I hope, one day, to find a rock biopic as good as this. I shall try more Oliver Stone films, amd try not to be put off by the stupid conspiracy theories of JFK.

Sunday, 25 November 2018

Batman Forever (1995)

“It's the car, right? Chicks love it."

 Incredibly, I've never seen this until now, after 23 years.After the two gritty Tim Burton films, which I'd seen at the cinema and enjoyed, I wasn't impressed by the prospect of a film that dialled down the atmosphere and just tried to tell an exciting story.

So did I enjoy it? Well, yes, it's a fairly good Hollywood blockbuster action film, and it's even pretty good with the Batman mythos- we get a pretty good Robin origin with the Flying Graysons and the character is made not to look silly, which is no small achievement, even if the fact that the Flying Graysons all wear costumes while performing that Dick's eventual Robin costume will pretty much mirror means that it's pretty obvious who Robin really is, so Bruce's secret is shot too. But then, in this film at least, it pretty much is anyway.

I also like both Tommy Lee Jones' performance as Two-Face and the fact they only did his origin in flashback. But the Riddler, well, Jim Carrey is really annoying and the riddles are a bit perfunctory, the character seemingly being really about those silly brainwave machine thingies; this doesn't really feel like the Riddler.

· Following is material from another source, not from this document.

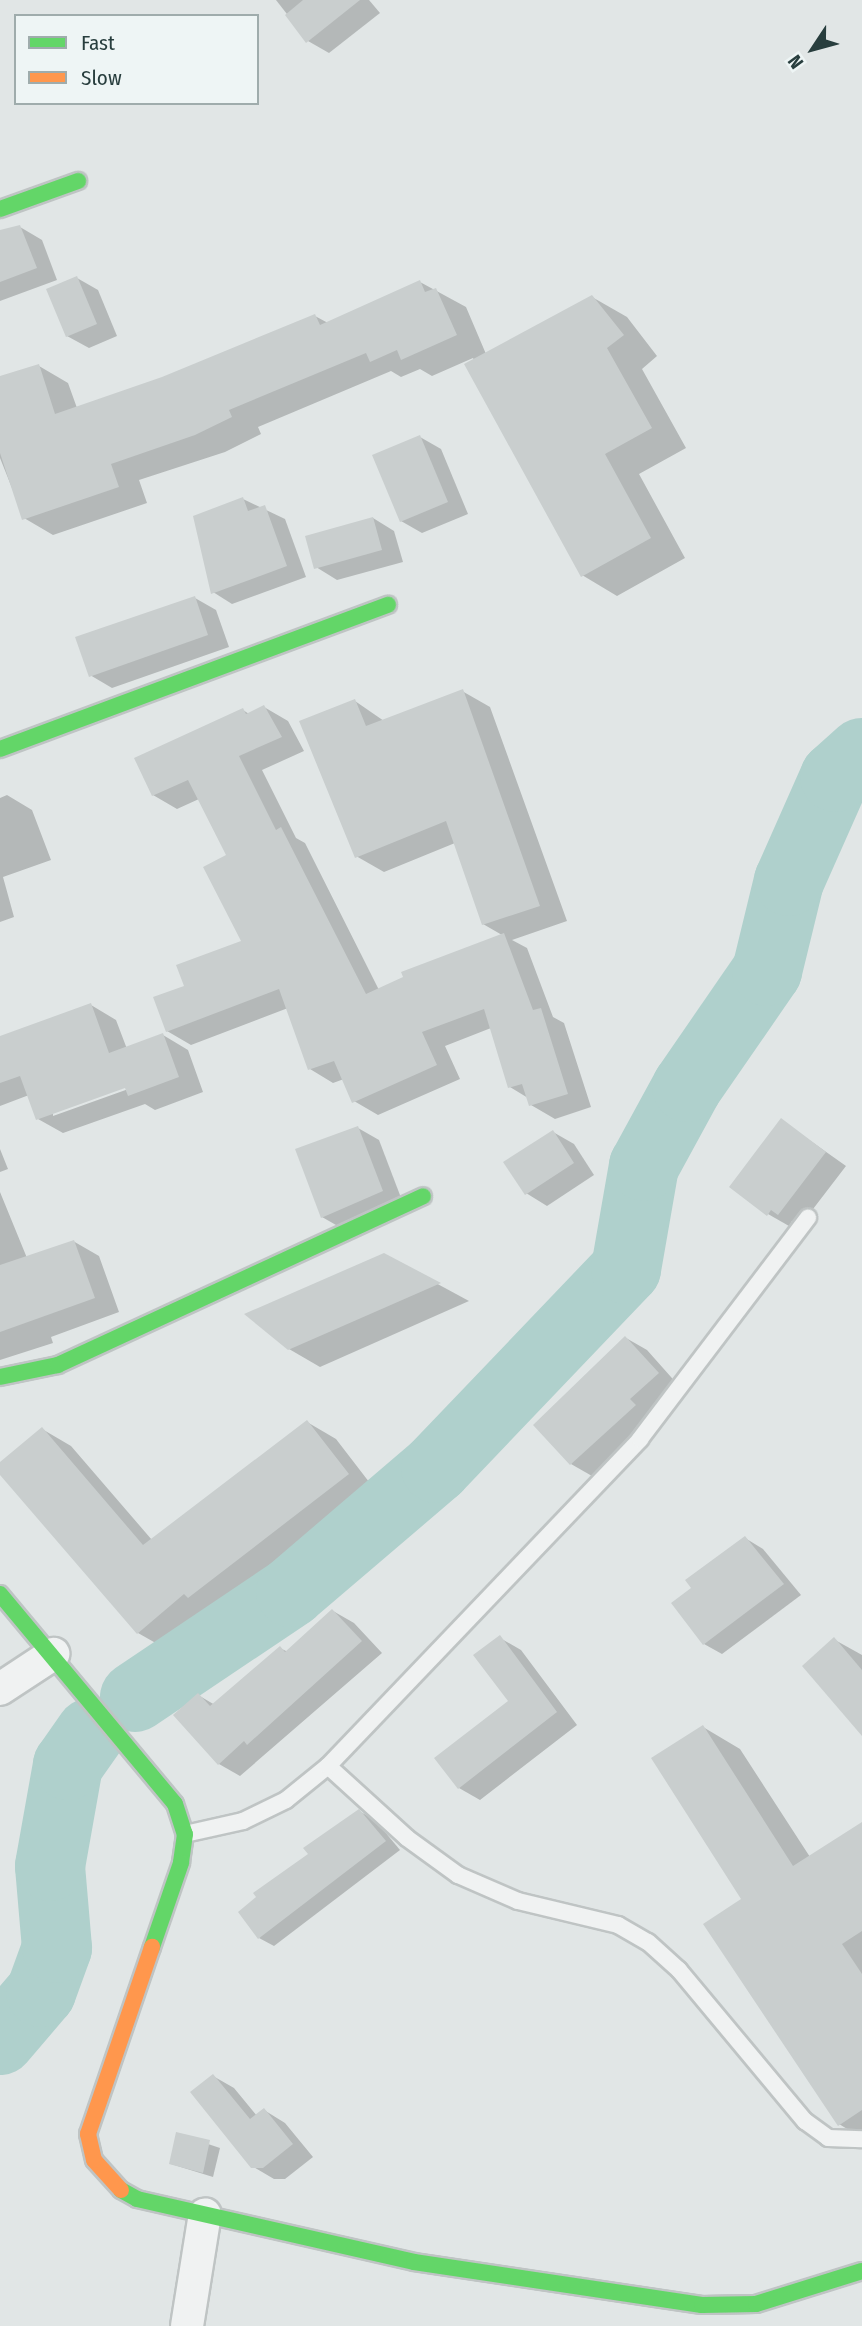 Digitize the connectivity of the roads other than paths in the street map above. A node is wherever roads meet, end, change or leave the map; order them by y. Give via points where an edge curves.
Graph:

Also, Joel Schumacher's directorial style is so very generic Hollywood compared to Tim Burton's unique and very fitting style, and even Gotham itself suddenly looks just like an ersatz New York, complete with Statue of Liberty, rather than the Gothic, Expressionist nightmare we've become used to. This is connected to the first two films only by Pat Hingle, Michael Gough, and the design of all of Batman's stuff. And Brude actually gets a girlfriend and still has her when the film ends- what's going on?

Plus Val Kilmer is, if not awful, not great either, and not a patch on Michael Keaton. This just isn't the same introverted, brooding character. But then this isn't really part of the same series of films in any meaningful sense. It's pure Hollywood spectacle, done well but with no real depth or meaning.